Throughout the material below, count the lines that include the string "roads", then report only the resulting number.

> [MATERIAL SUPPLIED]
—————

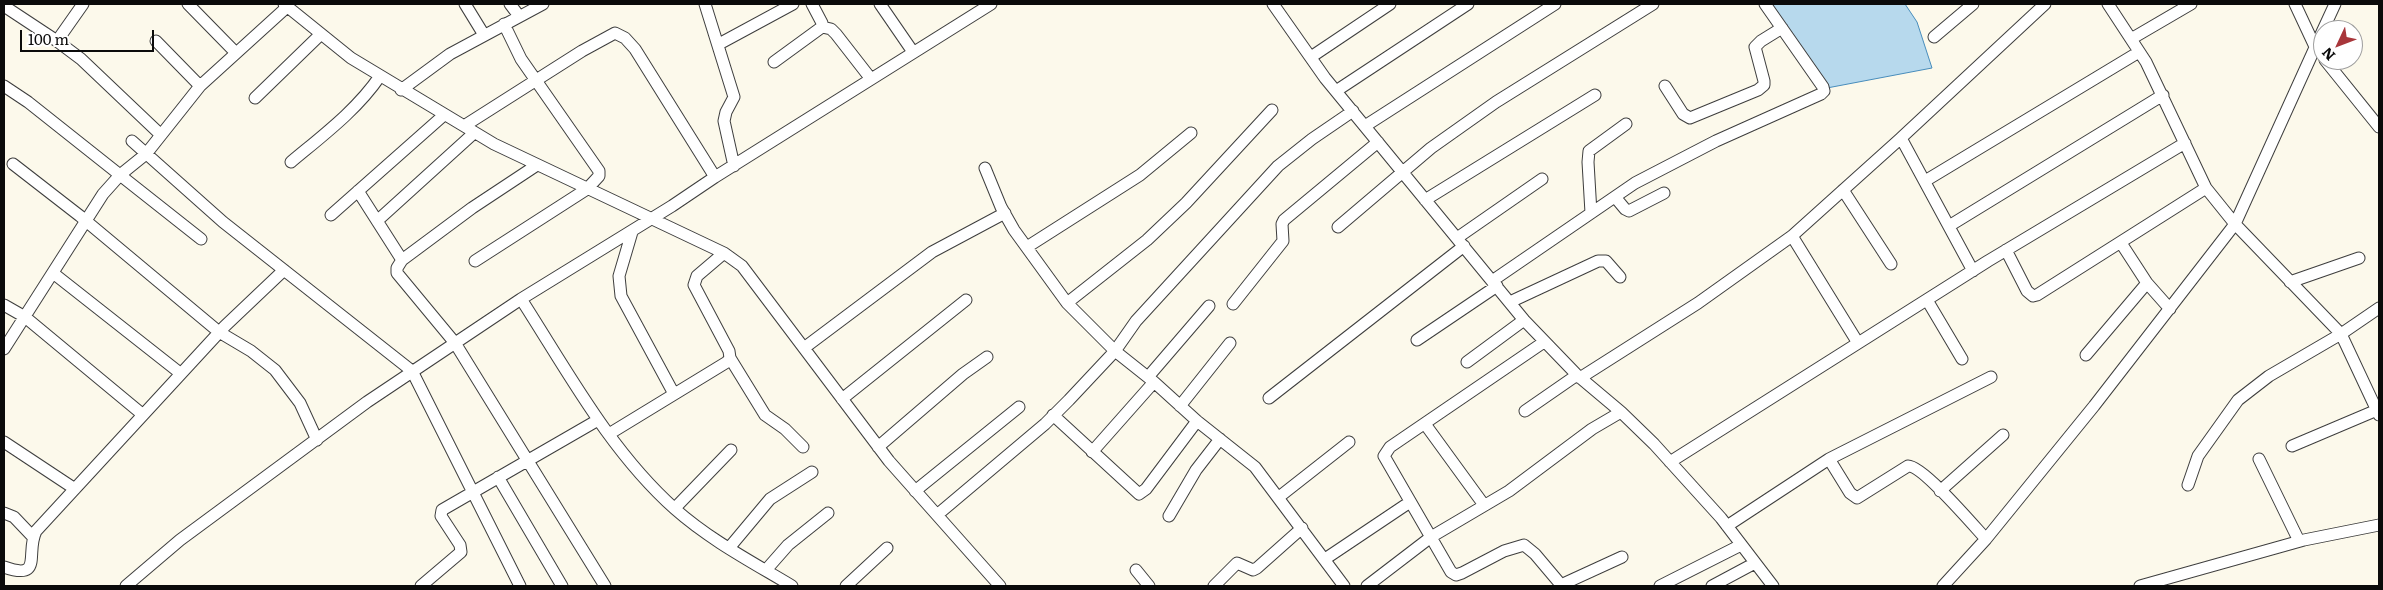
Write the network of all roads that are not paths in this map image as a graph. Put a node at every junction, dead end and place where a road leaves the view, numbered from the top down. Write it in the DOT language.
graph roads {
  1 [pos="83,4"];
  2 [pos="188,4"];
  3 [pos="465,4"];
  4 [pos="510,4"];
  5 [pos="543,4"];
  6 [pos="705,4"];
  7 [pos="793,4"];
  8 [pos="812,4"];
  9 [pos="880,4"];
  10 [pos="991,4"];
  11 [pos="1272,4"];
  12 [pos="1390,4"];
  13 [pos="1468,4"];
  14 [pos="1555,4"];
  15 [pos="1653,4"];
  16 [pos="1766,4"];
  17 [pos="1972,4"];
  18 [pos="2045,4"];
  19 [pos="2108,4"];
  20 [pos="2191,4"];
  21 [pos="2295,4"];
  22 [pos="2334,4"];
  23 [pos="286,5"];
  24 [pos="4,6"];
  25 [pos="519,16"];
  26 [pos="2327,20"];
  27 [pos="504,24"];
  28 [pos="822,27"];
  29 [pos="1782,28"];
  30 [pos="321,34"];
  31 [pos="484,35"];
  32 [pos="1934,37"];
  33 [pos="2131,39"];
  34 [pos="57,41"];
  35 [pos="156,41"];
  36 [pos="719,44"];
  37 [pos="2313,44"];
  38 [pos="913,52"];
  39 [pos="2139,52"];
  40 [pos="2313,52"];
  41 [pos="236,53"];
  42 [pos="1311,56"];
  43 [pos="774,62"];
  44 [pos="2333,70"];
  45 [pos="380,76"];
  46 [pos="871,79"];
  47 [pos="536,80"];
  48 [pos="4,86"];
  49 [pos="200,86"];
  50 [pos="1665,86"];
  51 [pos="400,90"];
  52 [pos="1336,91"];
  53 [pos="1595,95"];
  54 [pos="2163,95"];
  55 [pos="254,98"];
  56 [pos="1272,110"];
  57 [pos="1353,112"];
  58 [pos="444,115"];
  59 [pos="1626,124"];
  60 [pos="464,126"];
  61 [pos="1365,126"];
  62 [pos="2379,127"];
  63 [pos="474,133"];
  64 [pos="1191,133"];
  65 [pos="161,135"];
  66 [pos="1901,138"];
  67 [pos="132,141"];
  68 [pos="1378,142"];
  69 [pos="2185,143"];
  70 [pos="146,154"];
  71 [pos="291,162"];
  72 [pos="13,164"];
  73 [pos="537,165"];
  74 [pos="734,166"];
  75 [pos="985,168"];
  76 [pos="1403,172"];
  77 [pos="120,175"];
  78 [pos="715,177"];
  79 [pos="1542,179"];
  80 [pos="1925,181"];
  81 [pos="2206,188"];
  82 [pos="587,190"];
  83 [pos="1843,190"];
  84 [pos="358,191"];
  85 [pos="1664,193"];
  86 [pos="1615,197"];
  87 [pos="1426,200"];
  88 [pos="1005,213"];
  89 [pos="1591,213"];
  90 [pos="331,215"];
  91 [pos="653,219"];
  92 [pos="377,221"];
  93 [pos="86,222"];
  94 [pos="2235,224"];
  95 [pos="1949,226"];
  96 [pos="1338,227"];
  97 [pos="632,232"];
  98 [pos="1792,236"];
  99 [pos="201,239"];
  100 [pos="1460,242"];
  101 [pos="2120,243"];
  102 [pos="1027,247"];
  103 [pos="2006,250"];
  104 [pos="724,253"];
  105 [pos="2359,258"];
  106 [pos="402,260"];
  107 [pos="475,262"];
  108 [pos="1891,264"];
  109 [pos="284,270"];
  110 [pos="1973,271"];
  111 [pos="53,273"];
  112 [pos="1620,277"];
  113 [pos="2290,282"];
  114 [pos="1494,283"];
  115 [pos="2147,283"];
  116 [pos="521,299"];
  117 [pos="966,300"];
  118 [pos="1927,300"];
  119 [pos="1510,302"];
  120 [pos="1067,303"];
  121 [pos="1233,304"];
  122 [pos="4,305"];
  123 [pos="1209,306"];
  124 [pos="2379,308"];
  125 [pos="2170,310"];
  126 [pos="25,317"];
  127 [pos="1524,320"];
  128 [pos="219,332"];
  129 [pos="2341,334"];
  130 [pos="1417,340"];
  131 [pos="1544,342"];
  132 [pos="455,343"];
  133 [pos="1230,343"];
  134 [pos="1858,344"];
  135 [pos="804,348"];
  136 [pos="4,349"];
  137 [pos="1115,351"];
  138 [pos="2086,355"];
  139 [pos="987,357"];
  140 [pos="730,358"];
  141 [pos="1962,358"];
  142 [pos="1467,362"];
  143 [pos="412,371"];
  144 [pos="180,373"];
  145 [pos="1578,376"];
  146 [pos="1991,377"];
  147 [pos="1151,380"];
  148 [pos="674,394"];
  149 [pos="1269,398"];
  150 [pos="842,399"];
  151 [pos="1180,406"];
  152 [pos="1020,407"];
  153 [pos="1525,412"];
  154 [pos="1621,412"];
  155 [pos="2378,412"];
  156 [pos="142,414"];
  157 [pos="1053,415"];
  158 [pos="598,420"];
  159 [pos="1197,421"];
  160 [pos="1425,424"];
  161 [pos="609,434"];
  162 [pos="2003,435"];
  163 [pos="1220,438"];
  164 [pos="317,440"];
  165 [pos="4,442"];
  166 [pos="1349,442"];
  167 [pos="2292,446"];
  168 [pos="803,447"];
  169 [pos="878,447"];
  170 [pos="731,450"];
  171 [pos="1092,452"];
  172 [pos="1829,459"];
  173 [pos="2259,459"];
  174 [pos="527,461"];
  175 [pos="1670,462"];
  176 [pos="812,472"];
  177 [pos="498,477"];
  178 [pos="2188,485"];
  179 [pos="75,489"];
  180 [pos="915,491"];
  181 [pos="1940,491"];
  182 [pos="473,492"];
  183 [pos="1279,497"];
  184 [pos="1410,502"];
  185 [pos="1484,505"];
  186 [pos="674,508"];
  187 [pos="4,513"];
  188 [pos="828,513"];
  189 [pos="936,515"];
  190 [pos="1169,516"];
  191 [pos="2379,525"];
  192 [pos="1728,526"];
  193 [pos="1302,528"];
  194 [pos="33,537"];
  195 [pos="1431,537"];
  196 [pos="1986,539"];
  197 [pos="2299,541"];
  198 [pos="1741,545"];
  199 [pos="729,548"];
  200 [pos="887,548"];
  201 [pos="1622,557"];
  202 [pos="1325,560"];
  203 [pos="1755,563"];
  204 [pos="4,567"];
  205 [pos="766,570"];
  206 [pos="1136,570"];
  207 [pos="126,586"];
  208 [pos="421,586"];
  209 [pos="520,586"];
  210 [pos="562,586"];
  211 [pos="604,586"];
  212 [pos="792,586"];
  213 [pos="846,586"];
  214 [pos="1000,586"];
  215 [pos="1149,586"];
  216 [pos="1214,586"];
  217 [pos="1344,586"];
  218 [pos="1367,586"];
  219 [pos="1561,586"];
  220 [pos="1660,586"];
  221 [pos="1712,586"];
  222 [pos="1773,586"];
  223 [pos="1943,586"];
  224 [pos="2140,586"];
  1 -- 34 [label="street"];
  2 -- 41 [label="street"];
  3 -- 31 [label="street"];
  4 -- 25 [label="street"];
  5 -- 25 [label="street"];
  6 -- 36 [label="street"];
  7 -- 36 [label="street"];
  8 -- 28 [label="street"];
  9 -- 38 [label="street"];
  10 -- 38 [label="street"];
  11 -- 42 [label="street"];
  12 -- 42 [label="street"];
  13 -- 52 [label="street"];
  14 -- 61 [label="street"];
  15 -- 76 [label="street"];
  16 -- 29 [label="street"];
  17 -- 32 [label="street"];
  18 -- 66 [label="street"];
  19 -- 33 [label="street"];
  20 -- 33 [label="street"];
  21 -- 37 [label="street"];
  22 -- 26 [label="street"];
  23 -- 30 [label="street"];
  23 -- 41 [label="street"];
  24 -- 34 [label="street"];
  25 -- 27 [label="street"];
  27 -- 31 [label="street"];
  27 -- 47 [label="street"];
  28 -- 43 [label="street"];
  28 -- 46 [label="street"];
  29 -- 50 [label="street"];
  29 -- 86 [label="street"];
  30 -- 45 [label="street"];
  30 -- 55 [label="street"];
  31 -- 51 [label="street"];
  33 -- 39 [label="street"];
  34 -- 65 [label="street"];
  35 -- 49 [label="street"];
  36 -- 74 [label="street"];
  38 -- 46 [label="street"];
  39 -- 54 [label="street"];
  39 -- 80 [label="street"];
  40 -- 94 [label="street"];
  41 -- 49 [label="street"];
  42 -- 52 [label="street"];
  44 -- 62 [label="street"];
  45 -- 51 [label="street"];
  45 -- 71 [label="street"];
  46 -- 74 [label="street"];
  47 -- 60 [label="street"];
  47 -- 78 [label="street"];
  47 -- 82 [label="street"];
  48 -- 77 [label="street"];
  49 -- 65 [label="street"];
  51 -- 58 [label="street"];
  52 -- 57 [label="street"];
  53 -- 87 [label="street"];
  54 -- 69 [label="street"];
  54 -- 95 [label="street"];
  56 -- 120 [label="street"];
  57 -- 61 [label="street"];
  57 -- 137 [label="street"];
  58 -- 60 [label="street"];
  58 -- 84 [label="street"];
  59 -- 89 [label="street"];
  60 -- 63 [label="street"];
  61 -- 68 [label="street"];
  63 -- 73 [label="street"];
  63 -- 92 [label="street"];
  64 -- 102 [label="street"];
  65 -- 70 [label="street"];
  66 -- 80 [label="street"];
  66 -- 83 [label="street"];
  67 -- 70 [label="street"];
  68 -- 76 [label="street"];
  68 -- 121 [label="street"];
  69 -- 81 [label="street"];
  69 -- 103 [label="street"];
  70 -- 77 [label="street"];
  70 -- 109 [label="street"];
  72 -- 93 [label="street"];
  73 -- 82 [label="street"];
  73 -- 106 [label="street"];
  74 -- 78 [label="street"];
  75 -- 88 [label="street"];
  76 -- 87 [label="street"];
  76 -- 96 [label="street"];
  77 -- 93 [label="street"];
  77 -- 99 [label="street"];
  78 -- 91 [label="street"];
  79 -- 100 [label="street"];
  80 -- 95 [label="street"];
  81 -- 94 [label="street"];
  81 -- 101 [label="street"];
  82 -- 91 [label="street"];
  82 -- 107 [label="street"];
  83 -- 98 [label="street"];
  83 -- 108 [label="street"];
  84 -- 90 [label="street"];
  84 -- 92 [label="street"];
  85 -- 86 [label="street"];
  86 -- 89 [label="street"];
  87 -- 100 [label="street"];
  88 -- 102 [label="street"];
  88 -- 135 [label="street"];
  89 -- 114 [label="street"];
  91 -- 97 [label="street"];
  91 -- 104 [label="street"];
  92 -- 106 [label="street"];
  93 -- 111 [label="street"];
  93 -- 128 [label="street"];
  94 -- 113 [label="street"];
  94 -- 125 [label="street"];
  95 -- 110 [label="street"];
  97 -- 116 [label="street"];
  97 -- 148 [label="street"];
  98 -- 134 [label="street"];
  98 -- 145 [label="street"];
  100 -- 114 [label="street"];
  100 -- 149 [label="street"];
  101 -- 103 [label="street"];
  101 -- 115 [label="street"];
  102 -- 120 [label="street"];
  103 -- 110 [label="street"];
  104 -- 135 [label="street"];
  104 -- 140 [label="street"];
  105 -- 113 [label="street"];
  106 -- 132 [label="street"];
  109 -- 128 [label="street"];
  109 -- 143 [label="street"];
  110 -- 118 [label="street"];
  111 -- 126 [label="street"];
  111 -- 144 [label="street"];
  112 -- 119 [label="street"];
  113 -- 129 [label="street"];
  114 -- 119 [label="street"];
  114 -- 130 [label="street"];
  115 -- 125 [label="street"];
  115 -- 138 [label="street"];
  116 -- 132 [label="street"];
  116 -- 158 [label="street"];
  117 -- 150 [label="street"];
  118 -- 134 [label="street"];
  118 -- 141 [label="street"];
  119 -- 127 [label="street"];
  120 -- 137 [label="street"];
  122 -- 126 [label="street"];
  123 -- 147 [label="street"];
  124 -- 129 [label="street"];
  125 -- 196 [label="street"];
  126 -- 136 [label="street"];
  126 -- 156 [label="street"];
  127 -- 131 [label="street"];
  127 -- 142 [label="street"];
  128 -- 144 [label="street"];
  128 -- 164 [label="street"];
  129 -- 155 [label="street"];
  129 -- 178 [label="street"];
  131 -- 145 [label="street"];
  131 -- 160 [label="street"];
  132 -- 143 [label="street"];
  132 -- 174 [label="street"];
  133 -- 151 [label="street"];
  134 -- 175 [label="street"];
  135 -- 150 [label="street"];
  137 -- 147 [label="street"];
  137 -- 157 [label="street"];
  139 -- 169 [label="street"];
  140 -- 148 [label="street"];
  140 -- 168 [label="street"];
  143 -- 164 [label="street"];
  143 -- 182 [label="street"];
  144 -- 156 [label="street"];
  145 -- 153 [label="street"];
  145 -- 154 [label="street"];
  146 -- 172 [label="street"];
  147 -- 151 [label="street"];
  147 -- 171 [label="street"];
  148 -- 161 [label="street"];
  150 -- 169 [label="street"];
  151 -- 159 [label="street"];
  152 -- 180 [label="street"];
  154 -- 175 [label="street"];
  154 -- 185 [label="street"];
  155 -- 167 [label="street"];
  156 -- 179 [label="street"];
  157 -- 171 [label="street"];
  157 -- 189 [label="street"];
  158 -- 161 [label="street"];
  158 -- 174 [label="street"];
  159 -- 163 [label="street"];
  159 -- 171 [label="street"];
  160 -- 184 [label="street"];
  160 -- 185 [label="street"];
  161 -- 186 [label="street"];
  162 -- 181 [label="street"];
  163 -- 183 [label="street"];
  163 -- 190 [label="street"];
  164 -- 207 [label="street"];
  165 -- 179 [label="street"];
  166 -- 183 [label="street"];
  169 -- 180 [label="street"];
  170 -- 186 [label="street"];
  172 -- 181 [label="street"];
  172 -- 192 [label="street"];
  173 -- 197 [label="street"];
  174 -- 177 [label="street"];
  174 -- 211 [label="street"];
  175 -- 192 [label="street"];
  176 -- 199 [label="street"];
  177 -- 182 [label="street"];
  177 -- 210 [label="street"];
  179 -- 194 [label="street"];
  180 -- 189 [label="street"];
  181 -- 196 [label="street"];
  182 -- 208 [label="street"];
  182 -- 209 [label="street"];
  183 -- 193 [label="street"];
  184 -- 195 [label="street"];
  184 -- 202 [label="street"];
  185 -- 195 [label="street"];
  186 -- 199 [label="street"];
  187 -- 194 [label="street"];
  188 -- 205 [label="street"];
  189 -- 214 [label="street"];
  191 -- 197 [label="street"];
  192 -- 198 [label="street"];
  193 -- 202 [label="street"];
  193 -- 216 [label="street"];
  194 -- 204 [label="street"];
  195 -- 218 [label="street"];
  195 -- 219 [label="street"];
  196 -- 223 [label="street"];
  197 -- 224 [label="street"];
  198 -- 203 [label="street"];
  198 -- 220 [label="street"];
  199 -- 205 [label="street"];
  200 -- 213 [label="street"];
  201 -- 219 [label="street"];
  202 -- 217 [label="street"];
  203 -- 221 [label="street"];
  203 -- 222 [label="street"];
  205 -- 212 [label="street"];
  206 -- 215 [label="street"];
}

—————

> [RESPONSE TO THE TASK] 2